GETCH4: ADD A,[070000,,]        ;Back up to last character.
        JUMPL A,GETCH3          ;When we get to left edge of word,
                                ;we have examined the entire last word,
                                ;so there is no more padding.
        LDB B,A
        CAIE B,^C               ;Any number of ^@ and ^C chars is padding.
         CAIN B,^@
          JRST [ SOS INCNT      ;So officially say it is not there.
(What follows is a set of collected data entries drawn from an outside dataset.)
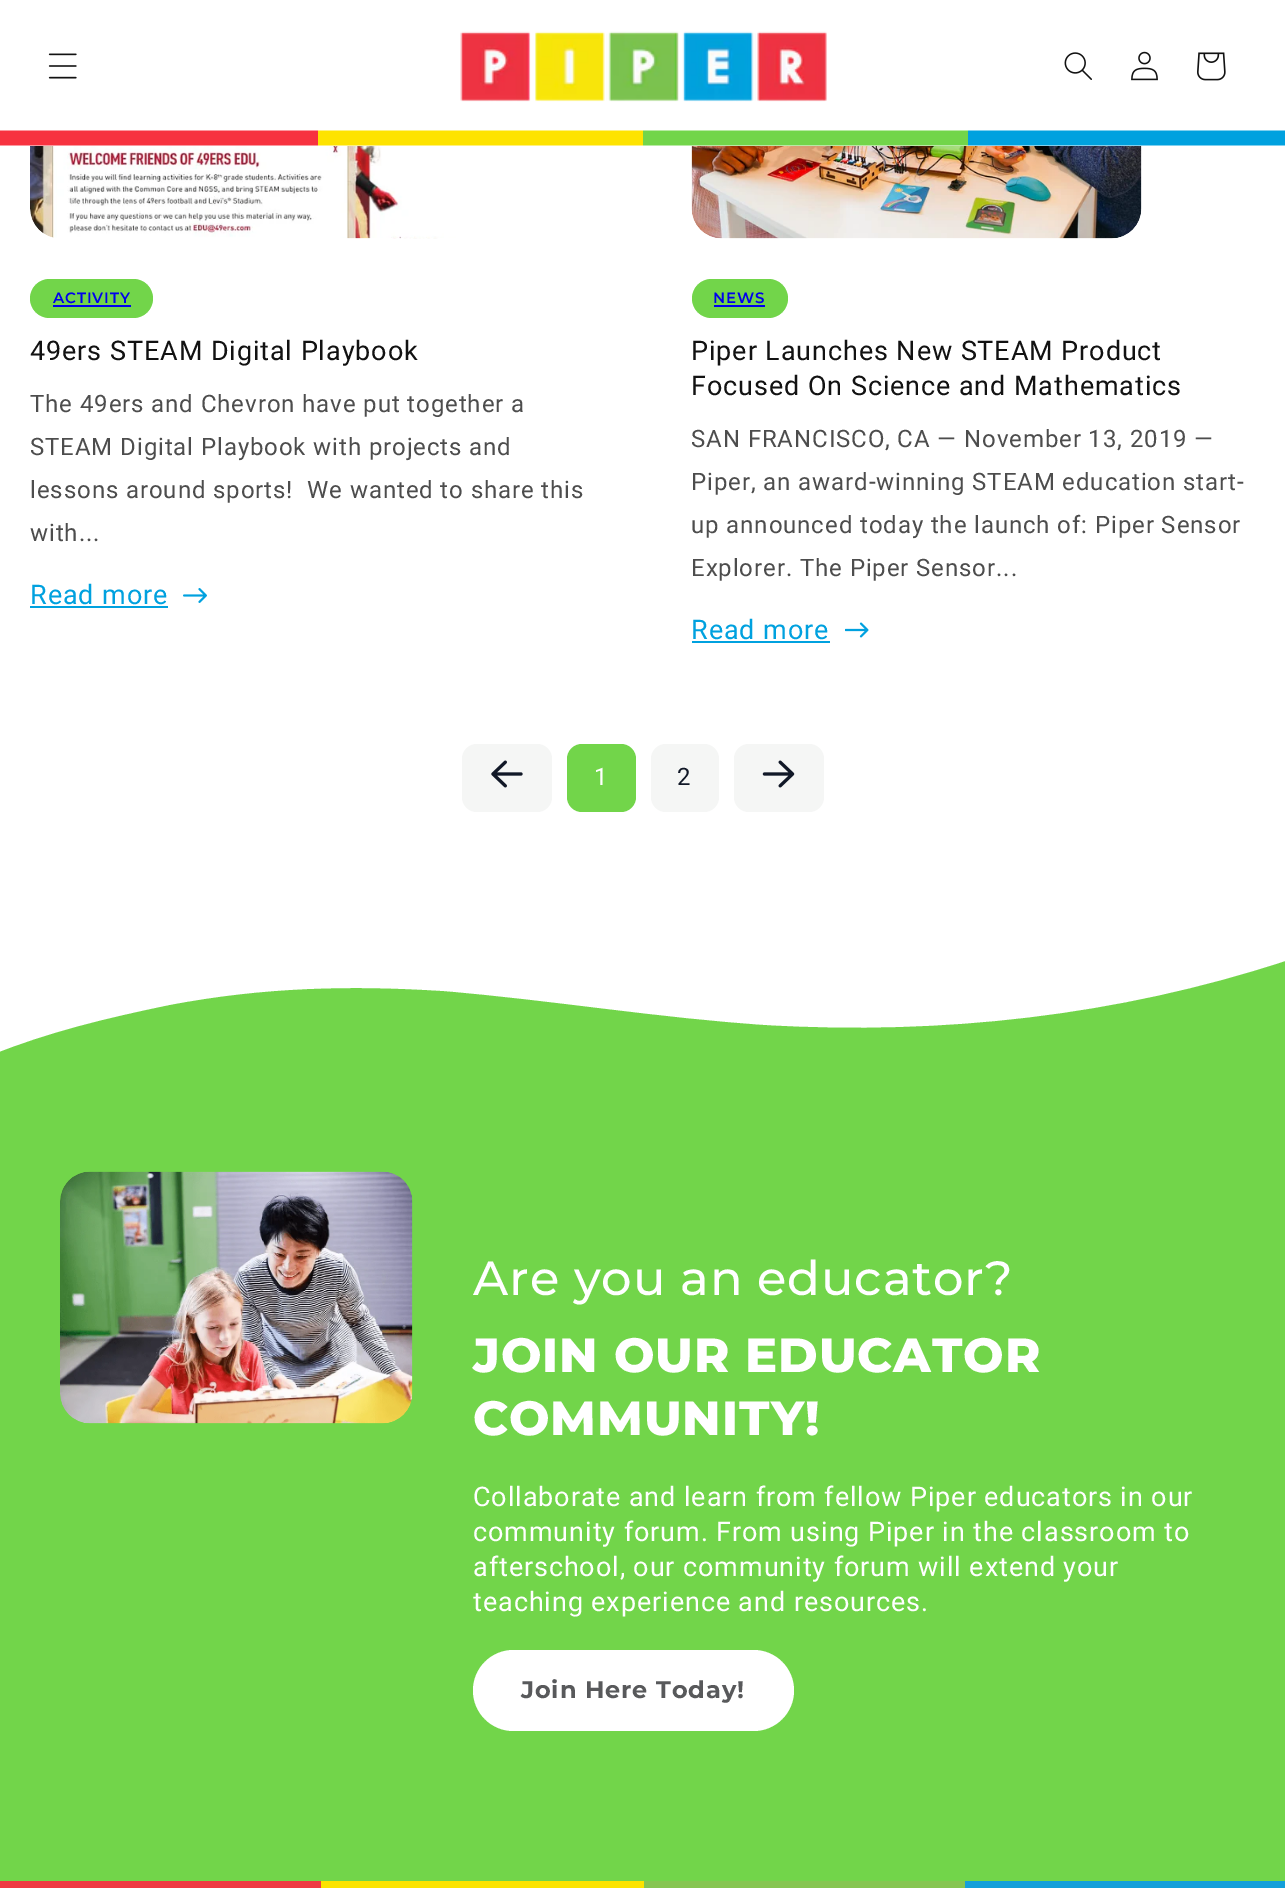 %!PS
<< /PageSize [1285 1888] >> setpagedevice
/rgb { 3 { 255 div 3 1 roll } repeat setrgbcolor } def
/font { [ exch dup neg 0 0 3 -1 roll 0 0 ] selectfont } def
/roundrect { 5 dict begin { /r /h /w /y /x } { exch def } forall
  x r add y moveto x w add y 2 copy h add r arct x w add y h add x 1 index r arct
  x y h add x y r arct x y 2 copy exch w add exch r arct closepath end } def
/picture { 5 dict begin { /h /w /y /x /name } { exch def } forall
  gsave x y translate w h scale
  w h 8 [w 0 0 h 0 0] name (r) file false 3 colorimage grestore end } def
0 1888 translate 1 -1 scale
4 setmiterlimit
255 255 255 rgb
0 0 1285 1888 rectfill
(img/1.rgb) 0 130 1285 16 picture
(img/2.rgb) 48 53 29 26 picture
(img/3.rgb) 460 31 367 71 picture
(img/4.rgb) 1064 52 28 28 picture
(img/5.rgb) 1131 51 27 30 picture
(img/6.rgb) 1197 52 29 29 picture
(img/7.rgb) 30 146 436 93 picture
114 213 74 rgb
30 279 123 39 19.5 roundrect fill
0 0 238 rgb
53 305 78 2 rectfill
0 161 223 rgb
30 606 138 2 rectfill
(img/8.rgb) 183 588 24 15 picture
(img/9.rgb) 691 146 451 93 picture
114 213 74 rgb
692 279 96 39 19.5 roundrect fill
0 0 238 rgb
714 305 51 2 rectfill
0 161 223 rgb
692 641 138 2 rectfill
(img/10.rgb) 845 622 24 16 picture
245 246 245 rgb
462 744 90 68 15 roundrect fill
(img/11.rgb) 491 760 32 28 picture
114 213 74 rgb
567 744 69 68 15 roundrect fill
245 246 245 rgb
651 744 68 68 15 roundrect fill
734 744 90 68 15 roundrect fill
(img/12.rgb) 762 760 33 28 picture
114 213 74 rgb
0 961 1285 920 rectfill
255 255 255 rgb
169 1005 moveto 263 987 351 985 444 991 curveto 552 1000 659 1018 767 1025 curveto 942 1035 1117 1016 1285 961 curveto 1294 958 lineto 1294 932 lineto -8 932 lineto -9 1055 lineto 48 1032 106 1018 169 1005 curveto closepath fill
(img/13.rgb) 60 1171 353 253 picture
473 1650 321 81 40.5 roundrect fill
[
  [0 1881 321 7 239 58 67]
  [321 1881 323 7 252 227 0]
  [644 1881 321 7 134 197 81]
  [965 1881 320 7 20 159 218]
] { aload pop rgb rectfill } forall
/Montserrat-SemiBold 15 font
0 0 238 rgb
53 303 moveto 0.9 0 (ACTIVITY) ashow
/Roboto-Regular 27 font
18 18 18 rgb
30 360 moveto 0.9 0 (49ers STEAM Digital Playbook) ashow
/Roboto-Regular 24 font
77 77 77 rgb
30 412 moveto 0.9 0 (The 49ers and Chevron have put together a) ashow
30 455 moveto 0.9 0 (STEAM Digital Playbook with projects and) ashow
30 498 moveto 0.9 0 (lessons around sports!  We wanted to share this) ashow
30 541 moveto 0.9 0 (with...) ashow
/Roboto-Regular 27 font
0 161 223 rgb
30 604 moveto 0.9 0 (Read more) ashow
/Montserrat-SemiBold 15 font
0 0 238 rgb
713 303 moveto 0.9 0 (NEWS) ashow
/Roboto-Regular 27 font
18 18 18 rgb
691 360 moveto 0.9 0 (Piper Launches New STEAM Product) ashow
691 395 moveto 0.9 0 (Focused On Science and Mathematics) ashow
/Roboto-Regular 24 font
77 77 77 rgb
691 447 moveto 0.9 0 (SAN FRANCISCO, CA — November 13, 2019 —) ashow
691 490 moveto 0.9 0 (Piper, an award-winning STEAM education start-) ashow
691 533 moveto 0.9 0 (up announced today the launch of: Piper Sensor) ashow
691 576 moveto 0.9 0 (Explorer. The Piper Sensor...) ashow
/Roboto-Regular 27 font
0 161 223 rgb
691 639 moveto 0.9 0 (Read more) ashow
/Roboto-Regular 24 font
255 255 255 rgb
594 785 moveto 0.9 0 (1) ashow
17 24 39 rgb
677 785 moveto 0.9 0 (2) ashow
/Montserrat-Medium 48 font
255 255 255 rgb
473 1295 moveto 0.9 0 (Are you an educator?) ashow
/Montserrat-ExtraBold 48 font
473 1372 moveto 0.9 0 (JOIN OUR EDUCATOR) ashow
473 1435 moveto 0.9 0 (COMMUNITY!) ashow
/Roboto-Regular 27 font
473 1506 moveto 0.9 0 (Collaborate and learn from fellow Piper educators in our) ashow
473 1541 moveto 0.9 0 (community forum. From using Piper in the classroom to) ashow
473 1576 moveto 0.9 0 (afterschool, our community forum will extend your) ashow
473 1611 moveto 0.9 0 (teaching experience and resources.) ashow
/Montserrat-Bold 24 font
88 89 91 rgb
521 1698 moveto 0.9 0 (Join Here Today!) ashow
showpage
                 JRST GETCH4]
        CAIN B,^L               ;A ^L followed by padding is padding
         SOS INCNT              ;but nothing before it is padding.
        JRST GETCH3

;If we did fill the buffer, we must save one word as look-ahead
;for next time.
GETCH2: MOVE A,INBFR+INBFL-1    ;Save the last word we got.
        MOVEM A,INAHED
        MOVEI A,INBFL*5-5       ;Don't include those 5 chars
        MOVEM A,INCNT           ;in the count of how many are in the bfr.
GETCH3: POP P,B
        POP P,A
        POPJ P,
Both of these examples are suited to reading input from a disk file. If you are reading input from the terminal, you probably want to do rubout processing for the user's sake. There is a library you can use for this; read the file SYSENG;RUBOUT >.